Cost-effective service excellence: lessons from Singapore Airlines

Singapore Airlines is well known as a paragon of in-flight service. It is also a remarkably efficient and profitable airline and has been for decades. Loizos Heracleous, Jochen Wirtz and Robert Johnston explain how it combines service excellence with cost effectiveness.
Costeffective service excellence lessons from Singapore Airlines

Singapore Airlines (SIA) has achieved the Holy Grail of strategic success: sustainable competitive advantage. It has consistently outperformed its competitors throughout its 30-year history. In addition, it has always achieved substantial returns in an industry plagued by intermittent periods of disastrous under-performance.

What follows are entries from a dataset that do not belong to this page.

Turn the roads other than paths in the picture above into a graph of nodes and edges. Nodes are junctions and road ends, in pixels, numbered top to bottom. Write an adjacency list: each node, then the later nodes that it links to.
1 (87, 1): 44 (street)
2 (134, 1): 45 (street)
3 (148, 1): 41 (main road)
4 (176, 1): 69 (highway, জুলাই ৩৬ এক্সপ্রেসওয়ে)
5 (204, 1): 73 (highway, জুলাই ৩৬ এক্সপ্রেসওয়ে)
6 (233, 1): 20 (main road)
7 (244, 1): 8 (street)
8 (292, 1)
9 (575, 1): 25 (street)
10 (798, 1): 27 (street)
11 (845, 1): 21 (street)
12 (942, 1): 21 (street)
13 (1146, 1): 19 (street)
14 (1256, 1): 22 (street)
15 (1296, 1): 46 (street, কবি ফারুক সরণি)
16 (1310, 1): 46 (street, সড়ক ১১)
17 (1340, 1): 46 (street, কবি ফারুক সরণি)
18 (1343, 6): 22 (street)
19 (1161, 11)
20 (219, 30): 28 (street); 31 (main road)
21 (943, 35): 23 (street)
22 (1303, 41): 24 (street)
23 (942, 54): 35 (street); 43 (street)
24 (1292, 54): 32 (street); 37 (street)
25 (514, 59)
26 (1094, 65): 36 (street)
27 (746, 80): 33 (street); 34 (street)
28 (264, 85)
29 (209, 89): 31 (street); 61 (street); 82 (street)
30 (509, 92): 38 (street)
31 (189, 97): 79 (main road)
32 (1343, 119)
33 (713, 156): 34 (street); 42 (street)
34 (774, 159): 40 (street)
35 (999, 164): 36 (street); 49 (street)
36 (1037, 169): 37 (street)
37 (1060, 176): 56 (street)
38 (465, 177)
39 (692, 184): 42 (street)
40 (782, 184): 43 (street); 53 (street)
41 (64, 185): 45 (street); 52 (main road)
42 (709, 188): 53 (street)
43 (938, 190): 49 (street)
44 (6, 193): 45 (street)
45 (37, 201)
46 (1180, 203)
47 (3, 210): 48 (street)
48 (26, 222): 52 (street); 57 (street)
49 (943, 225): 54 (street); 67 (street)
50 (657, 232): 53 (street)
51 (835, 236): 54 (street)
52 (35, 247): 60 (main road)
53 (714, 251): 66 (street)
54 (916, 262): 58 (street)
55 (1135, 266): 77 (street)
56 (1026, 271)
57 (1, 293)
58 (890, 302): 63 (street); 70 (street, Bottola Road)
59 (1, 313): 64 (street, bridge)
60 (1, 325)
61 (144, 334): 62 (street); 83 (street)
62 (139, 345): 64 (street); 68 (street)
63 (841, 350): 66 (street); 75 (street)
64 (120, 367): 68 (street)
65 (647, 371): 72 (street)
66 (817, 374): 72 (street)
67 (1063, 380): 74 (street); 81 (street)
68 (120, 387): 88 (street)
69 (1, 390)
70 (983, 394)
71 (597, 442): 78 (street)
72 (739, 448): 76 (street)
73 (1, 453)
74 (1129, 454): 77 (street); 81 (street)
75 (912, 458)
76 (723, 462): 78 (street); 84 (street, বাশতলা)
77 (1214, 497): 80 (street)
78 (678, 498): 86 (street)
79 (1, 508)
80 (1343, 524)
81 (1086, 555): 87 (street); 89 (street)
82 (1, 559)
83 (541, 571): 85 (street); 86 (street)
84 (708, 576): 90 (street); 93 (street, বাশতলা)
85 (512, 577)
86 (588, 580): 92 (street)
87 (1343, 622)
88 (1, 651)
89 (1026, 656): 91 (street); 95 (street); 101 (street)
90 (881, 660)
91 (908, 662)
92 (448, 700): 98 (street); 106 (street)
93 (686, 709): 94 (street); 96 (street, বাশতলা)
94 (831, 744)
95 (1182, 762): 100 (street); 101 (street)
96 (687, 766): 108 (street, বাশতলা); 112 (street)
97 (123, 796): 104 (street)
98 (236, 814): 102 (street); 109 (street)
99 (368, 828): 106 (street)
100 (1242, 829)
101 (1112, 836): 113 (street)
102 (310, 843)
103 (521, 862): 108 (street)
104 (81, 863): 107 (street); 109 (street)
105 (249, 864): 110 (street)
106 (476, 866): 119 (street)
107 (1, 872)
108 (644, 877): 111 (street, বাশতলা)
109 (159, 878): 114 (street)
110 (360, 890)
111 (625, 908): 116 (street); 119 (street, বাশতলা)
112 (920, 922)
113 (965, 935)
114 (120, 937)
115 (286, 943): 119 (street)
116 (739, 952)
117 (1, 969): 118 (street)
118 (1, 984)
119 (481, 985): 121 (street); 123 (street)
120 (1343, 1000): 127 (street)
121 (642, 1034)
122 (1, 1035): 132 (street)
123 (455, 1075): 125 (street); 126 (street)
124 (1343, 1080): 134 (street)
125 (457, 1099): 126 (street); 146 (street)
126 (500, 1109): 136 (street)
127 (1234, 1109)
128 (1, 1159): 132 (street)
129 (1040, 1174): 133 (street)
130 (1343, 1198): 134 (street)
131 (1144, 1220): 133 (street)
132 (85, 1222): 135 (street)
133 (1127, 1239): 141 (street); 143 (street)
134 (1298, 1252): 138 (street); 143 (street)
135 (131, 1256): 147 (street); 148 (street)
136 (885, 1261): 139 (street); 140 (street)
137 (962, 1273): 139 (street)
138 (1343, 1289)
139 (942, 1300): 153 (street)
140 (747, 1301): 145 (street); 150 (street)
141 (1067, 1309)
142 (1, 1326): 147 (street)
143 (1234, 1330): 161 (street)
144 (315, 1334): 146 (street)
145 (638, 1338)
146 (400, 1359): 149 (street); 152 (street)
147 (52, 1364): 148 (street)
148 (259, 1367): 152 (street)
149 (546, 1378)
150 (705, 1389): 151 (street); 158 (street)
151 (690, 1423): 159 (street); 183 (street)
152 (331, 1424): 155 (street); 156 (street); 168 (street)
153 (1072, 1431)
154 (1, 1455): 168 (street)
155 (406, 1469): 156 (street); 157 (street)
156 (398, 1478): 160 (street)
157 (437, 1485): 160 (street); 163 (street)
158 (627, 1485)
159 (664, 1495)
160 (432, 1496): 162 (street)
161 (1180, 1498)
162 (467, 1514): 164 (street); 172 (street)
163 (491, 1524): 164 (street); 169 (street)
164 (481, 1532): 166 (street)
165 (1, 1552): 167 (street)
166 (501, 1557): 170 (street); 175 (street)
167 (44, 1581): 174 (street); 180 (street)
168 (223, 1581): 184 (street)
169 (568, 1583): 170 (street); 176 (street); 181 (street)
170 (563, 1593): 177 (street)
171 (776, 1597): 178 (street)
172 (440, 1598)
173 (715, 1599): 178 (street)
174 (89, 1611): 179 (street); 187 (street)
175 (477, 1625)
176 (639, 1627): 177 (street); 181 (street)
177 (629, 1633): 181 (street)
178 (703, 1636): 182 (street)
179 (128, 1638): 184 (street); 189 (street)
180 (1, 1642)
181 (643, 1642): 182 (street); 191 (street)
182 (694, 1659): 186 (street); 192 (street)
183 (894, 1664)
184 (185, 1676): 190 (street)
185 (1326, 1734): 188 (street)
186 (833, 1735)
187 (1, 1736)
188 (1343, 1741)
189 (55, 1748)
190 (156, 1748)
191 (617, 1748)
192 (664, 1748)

SIA has done this by managing to navigate skilfully between poles that most companies think of as distinct – delivering service excellence in a cost- effective way. SIA’s awards list is long and distinguished. In 2002 alone it won no less than 67 international awards and honours including “best airline” and “most admired airline” in the world in Fortune’s Global Most Admired Companies survey.

Since Michael Porter’s influential suggestion that differentiation and cost leadership are mutually exclusive strategies and that an organisation must ultimately choose where its competitive advantage will lie, there has been fierce debate about whether a combined strategy can be achieved – and sustained over the longer term. SIA is proof that the answer to both these questions is positive. So, how does it consistently deliver premium service to demanding customers in an industry where both price pressures and customer expectations have been continually rising?

In common with many other organisations with a reputation for providing excellent service, SIA has top management commitment to service, customer-focused staff and systems, and a customer-oriented culture. However, our research into SIA, spanning many years and at all levels in the organisation, has uncovered a number of insights into developing and maintaining a reputation for service excellence that is applicable to a wide range of service organisations.

Ultimately, SIA’s success is attributed to a customer-oriented culture, its recognition of the importance of its customers. “Our passengers are our raison d’être. If SIA is successful, it is largely because we have never allowed ourselves to forget that important fact,” says Dr Cheong Choong Kong, former CEO of SIA.

However, what distinguishes SIA’s culture is that these are not just abstract, “motherhood” statements. The values of cost-effective service excellence are enshrined in a unique, self- reinforcing activity system that makes the values real for all employees.

We found that the five pillars of this activity system (see Figure 1) are:


  • rigorous service design and development
  • total innovation (integrating continuous incremental improvements with discontinuous innovations)
  • profit and cost consciousness ingrained in all employees
  • holistic staff development; 
  • reaping of strategic synergies through related diversification and world-class infrastructure.